もちろん、この相場に当てはまらないケースも多々あります。
年収1億円の会社経営者が支払う場合には1千万を超えるようなこともありますし、逆に支払い能力がなければ50万円以下になることもあります。
ただし、相場の額はあくまでも裁判や調停で判断された場合です。
話し合いによって決める場合には、相手の合意があれば、相場よりも高い金額をもらえる可能性もあります。
ただし、年収300万円のサラリーマンに「慰謝料1千万」など、経済状況から支払不可能な金額を請求したようなときには、契約自体が無効になることもあるので注意してください。
離婚の慰謝料というとまず浮気や不倫に対する慰謝料が頭に浮かぶかもしれませんが、不貞行為以外にも慰謝料を請求できる離婚理由はあります。
全体的な相場で見るとかなり金額に幅のある離婚の慰謝料。
慰謝料の金額が相場の中でも低めな金額になるのか、高めな金額になるのかは、いくつかの条件によって変わってきます。
婚姻期間の長さによって慰謝料の金額は大きく違ってきます。
婚姻期間1年未満の人が離婚した場合の慰謝料と、婚姻期間20年の夫婦が離婚した場合の慰謝料の金額は違います。
婚姻期間が長いほど、不貞行為などの相手の過失による精神的苦痛や離婚そのものによるダメージが大きいと考えられるため、慰謝料の金額が高くなりやすいです。
高額な慰謝料を請求したとしても、それを支払えるだけの収入や財産が相手になければそれは無理な話です。
現実的に可能な範囲での金額設定をすることになります。
つまり、相手の収入が多ければ多いほど、請求できる慰謝料の金額も高くできるということです。

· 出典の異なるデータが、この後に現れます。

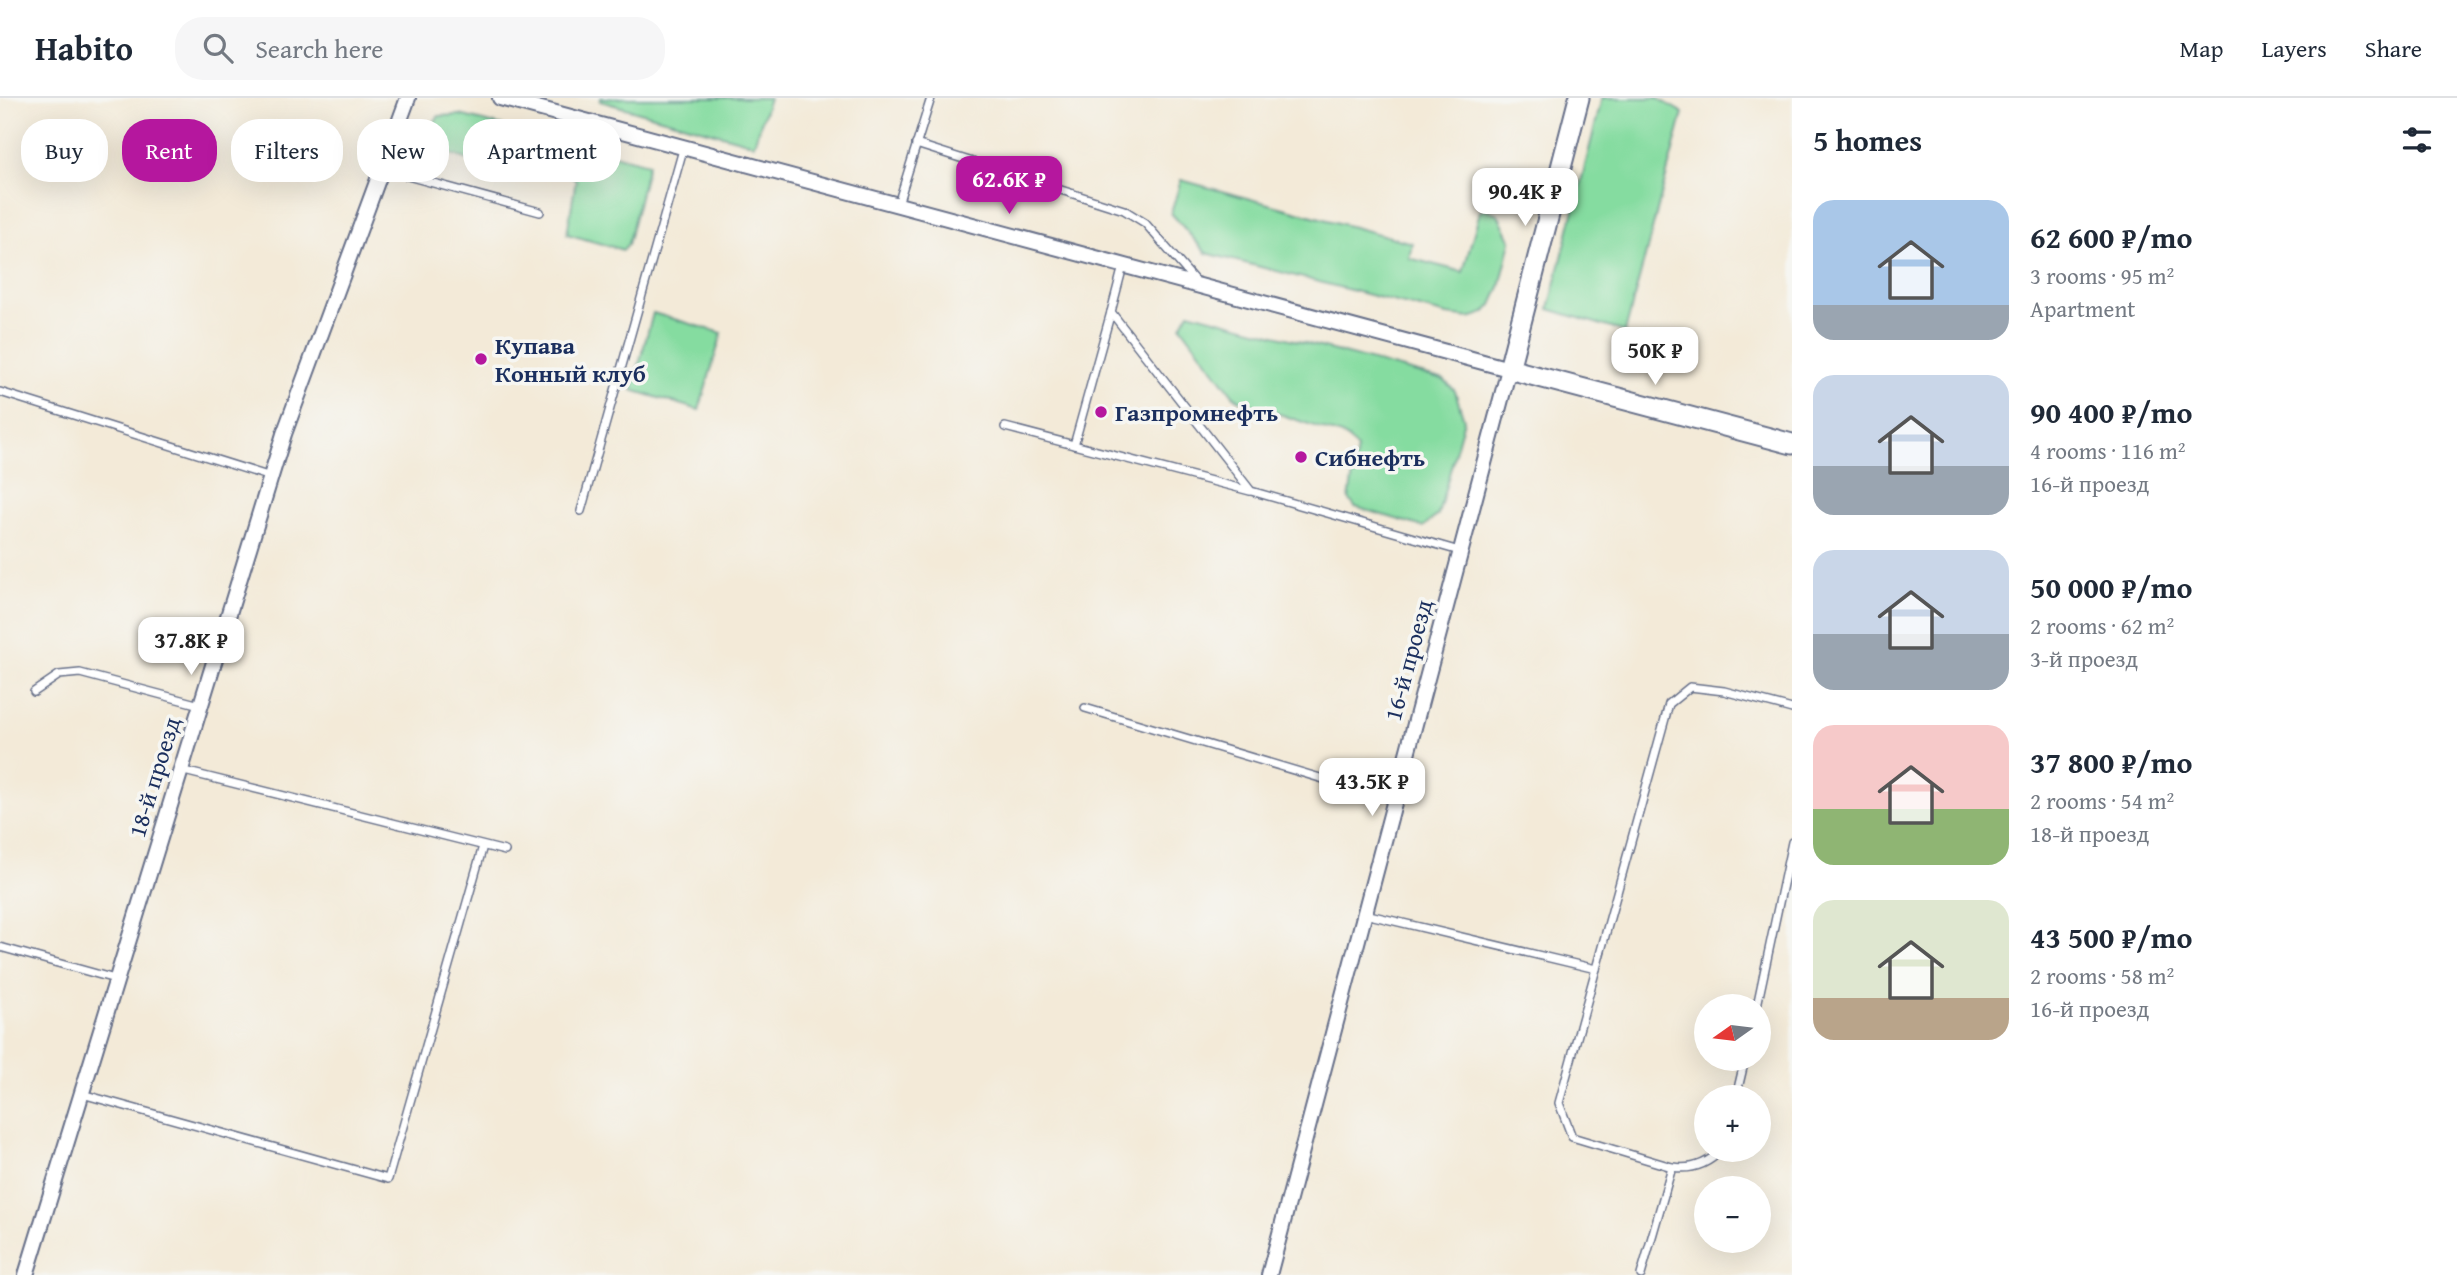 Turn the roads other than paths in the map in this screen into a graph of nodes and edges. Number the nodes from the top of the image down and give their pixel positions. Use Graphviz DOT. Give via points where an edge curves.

浮気や不倫などのいわゆる不貞行為やDVなど、離婚の原因となった有責行為がどの程度のものだったかによっても、慰謝料の金額は変わってきます。
例えば夫の不貞行為が原因で離婚する場合、不貞行為をしていた期間が長かったり、複数の相手と浮気していたなど、その行為の悪質性が高ければ高いほど、高額な慰謝料を請求することができます。
相手の不貞行為などが原因で離婚する場合でも、その不貞行為が始まる以前から既に夫婦関係が悪化していた場合などは、慰謝料の金額は低くなりがちです。

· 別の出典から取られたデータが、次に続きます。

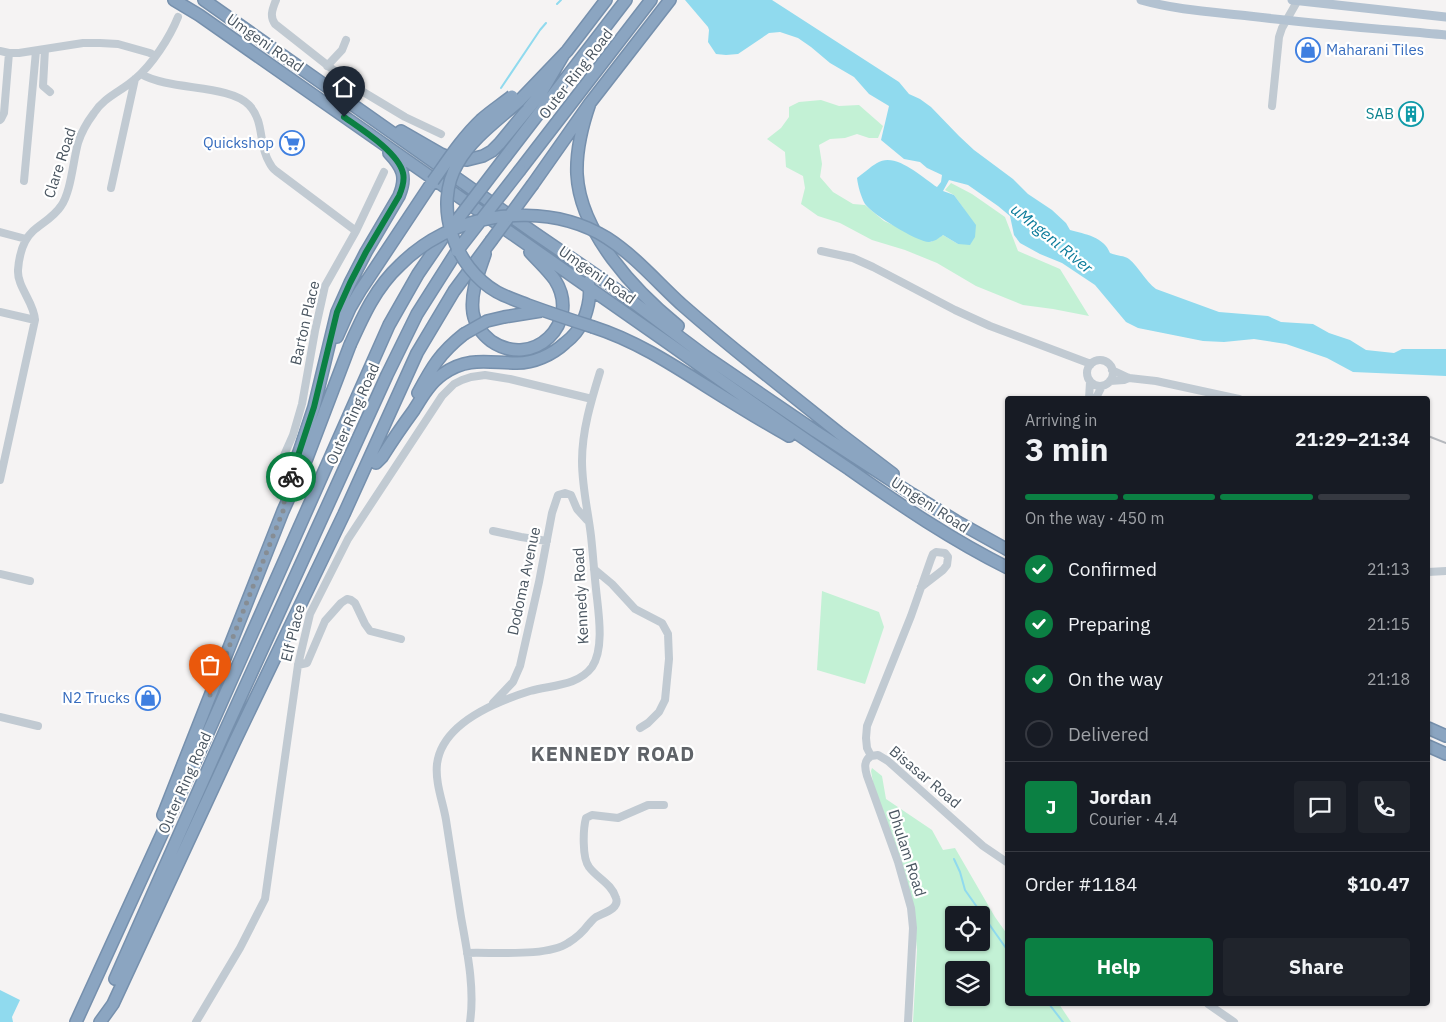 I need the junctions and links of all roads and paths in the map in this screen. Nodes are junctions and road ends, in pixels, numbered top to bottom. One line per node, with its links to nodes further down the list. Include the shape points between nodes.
1 (174, 0): 32 (highway, Umgeni Road)
2 (204, 0): 25 (highway, Umgeni Road)
3 (276, 0): 23 (street, via 272,16 274,24)
4 (606, 0): 21 (highway)
5 (626, 0): 90 (highway, Outer Ring Road, bridge, via 442,239 389,325)
6 (651, 0): 97 (highway, Outer Ring Road, bridge, via 457,251 413,320 233,713)
7 (670, 0): 28 (highway)
8 (1141, 0): 14 (main road, via 1186,9)
9 (1292, 0): 10 (main road)
10 (1298, 0): 11 (main road); 14 (street)
11 (1321, 2): 13 (main road)
12 (178, 17): 22 (street, Clare Road)
13 (1446, 18)
14 (1287, 20): 15 (main road); 29 (street, via 1279,37)
15 (1446, 35)
16 (346, 40): 23 (street)
17 (45, 49): 19 (street); 22 (street, via 100,42 118,44); 26 (street, via 43,86)
18 (0, 51): 20 (street)
19 (36, 51): 20 (street); 34 (street)
20 (9, 54): 30 (street, via 4,113)
21 (563, 55): 25 (highway, via 541,93 500,143 473,159 456,159 441,154); 27 (highway)
22 (155, 56): 24 (street, Clare Road)
23 (328, 66): 31 (street, via 379,102)
24 (138, 76): 35 (street); 37 (street, via 226,93 249,104 261,126 266,156 276,172); 39 (street, Clare Road, via 95,111 78,141 63,204)
25 (332, 90): 42 (highway, Umgeni Road)
26 (50, 92)
27 (516, 98): 44 (highway, bridge, via 472,143 457,164 449,184 448,218 462,259 477,276 497,292); 47 (highway, bridge, via 482,120 454,150 350,308)
28 (590, 103): 40 (highway, bridge); 55 (highway, via 579,142 577,175 580,195 603,246 658,310)
29 (1272, 106)
30 (0, 120)
31 (441, 134)
32 (378, 141): 38 (highway, Umgeni Road); 47 (highway, via 402,169 402,189 350,283 337,312)
33 (384, 172): 37 (street, Barton Place)
34 (24, 181)
35 (111, 188)
36 (0, 232): 39 (street)
37 (356, 232): 62 (street, Barton Place, via 324,291 294,435)
38 (518, 238): 40 (highway, via 555,281 563,308 553,333 545,342 528,349 510,350 498,345 474,320 475,285); 43 (highway, Umgeni Road)
39 (26, 240): 46 (street, via 18,276)
40 (489, 243): 65 (highway, via 454,291 421,346)
41 (821, 251): 48 (street, via 873,266 964,314)
42 (578, 263): 43 (highway); 55 (highway, Umgeni Road)
43 (590, 287): 60 (highway, Umgeni Road); 61 (highway, via 582,324 561,347 532,361 480,361 443,374 430,386)
44 (545, 311): 60 (highway, bridge, via 635,344 788,436); 61 (highway, bridge, via 504,316 487,322 464,334 444,351)
45 (0, 312): 46 (street)
46 (35, 320): 63 (street)
47 (326, 358): 64 (highway)
48 (1091, 364): 49 (street, via 1105,361); 53 (street, via 1087,375)
49 (1112, 370): 51 (street); 52 (street)
50 (600, 372): 59 (street, Kennedy Road)
51 (1128, 378): 52 (street); 58 (street, via 1156,380)
52 (1110, 381): 54 (street)
53 (1090, 382): 54 (street); 56 (street)
54 (1102, 386): 57 (street)
55 (752, 388): 69 (highway, Umgeni Road, via 912,494)
56 (1089, 396)
57 (1097, 396)
58 (1226, 396)
59 (592, 399): 66 (street, Kennedy Road, via 582,460); 79 (street, Elf Place, via 510,378 485,375 462,380 448,389 348,539 310,614)
60 (818, 448): 71 (highway, Umgeni Road, via 919,518)
61 (376, 463): 65 (highway)
62 (277, 471)
63 (0, 480)
64 (283, 511): 70 (highway, bridge, via 364,313 399,265 443,234 480,221 537,216 583,226 606,238 839,433); 90 (highway, via 165,807)
65 (344, 514): 97 (highway, via 113,1004)
66 (588, 520): 68 (street, Dodoma Avenue, via 577,509 571,495 560,494 554,504); 72 (street, Kennedy Road)
67 (493, 530): 68 (street)
68 (547, 541): 80 (street, Dodoma Avenue, via 520,666 513,682)
69 (1005, 547)
70 (1005, 547)
71 (1005, 566)
72 (594, 569): 80 (street, Kennedy Road, via 599,637 592,666 573,681); 83 (street, via 635,609 662,623 668,634 665,700 659,712)
73 (1430, 572): 74 (street)
74 (1446, 572)
75 (0, 574): 76 (street)
76 (30, 581)
77 (921, 587): 77 (street, Bisasar Road, via 934,554 938,551 945,553 948,558 946,567); 88 (street, Bisasar Road, via 867,726 867,748)
78 (401, 639): 79 (street, via 370,631 355,603 347,600 325,621 307,663)
79 (298, 665): 98 (street, Elf Place, via 265,899)
80 (490, 705): 92 (street, Kennedy Road, via 450,735 437,764)
81 (0, 717): 82 (street)
82 (38, 726)
83 (640, 728)
84 (1430, 729): 85 (highway)
85 (1446, 736)
86 (1430, 747): 87 (highway)
87 (1446, 754)
88 (871, 756): 91 (street, Bisasar Road, via 878,755 888,761 983,846); 100 (street, Dhulam Road, via 865,764 867,776 911,908)
89 (664, 805): 92 (street, via 648,805 618,818 592,815 586,818 587,863 610,888 617,901 574,939 560,948 546,951)
90 (157, 842): 96 (highway, Outer Ring Road)
91 (1005, 861)
92 (467, 952): 99 (street, Kennedy Road)
93 (1211, 1006): 95 (street)
94 (1223, 1006): 95 (street)
95 (1219, 1011): 101 (street)
96 (76, 1022)
97 (98, 1022)
98 (196, 1022)
99 (470, 1022)
100 (908, 1022)
101 (1234, 1022)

夫婦の間に子供がいるかどうかでも、慰謝料の金額は変わってきます。
子供のいる夫婦の離婚の場合、親権を持つ側は子供を育てていくためのお金として養育費を受け取ることができますが、それとは別に子供の精神的負担などを考慮して、慰謝料の金額が高くなることもあります。
これらの条件から浮気行為に対する慰謝料におおよその見通しができ、 相場もおのずと理解することが出来ると思います。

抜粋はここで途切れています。